_Work required:_ Say how many of the lines below include the word "hand". Only the number should be given.

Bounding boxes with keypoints
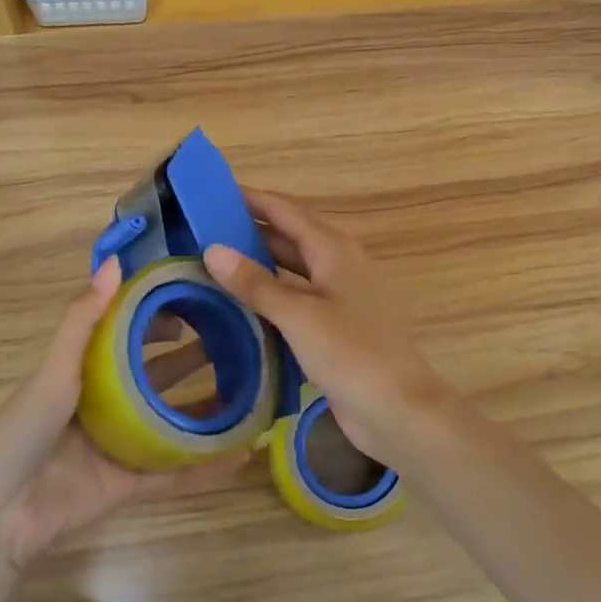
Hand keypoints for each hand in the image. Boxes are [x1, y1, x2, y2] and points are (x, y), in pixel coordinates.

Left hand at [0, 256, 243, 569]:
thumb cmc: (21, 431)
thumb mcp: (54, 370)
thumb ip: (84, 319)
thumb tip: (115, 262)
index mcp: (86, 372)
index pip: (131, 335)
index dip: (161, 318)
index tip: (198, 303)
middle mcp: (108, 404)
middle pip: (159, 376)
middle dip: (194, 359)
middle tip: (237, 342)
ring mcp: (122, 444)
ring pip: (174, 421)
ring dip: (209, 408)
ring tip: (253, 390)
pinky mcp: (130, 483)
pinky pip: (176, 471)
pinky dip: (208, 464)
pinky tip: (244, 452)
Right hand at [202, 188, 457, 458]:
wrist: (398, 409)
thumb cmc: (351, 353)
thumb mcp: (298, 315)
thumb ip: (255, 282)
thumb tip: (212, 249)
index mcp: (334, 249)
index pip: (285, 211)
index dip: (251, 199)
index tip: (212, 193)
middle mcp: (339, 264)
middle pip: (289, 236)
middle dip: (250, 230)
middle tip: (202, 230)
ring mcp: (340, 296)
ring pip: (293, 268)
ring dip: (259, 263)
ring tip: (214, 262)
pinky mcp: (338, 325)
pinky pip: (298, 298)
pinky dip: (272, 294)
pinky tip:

_Written reply:_ 3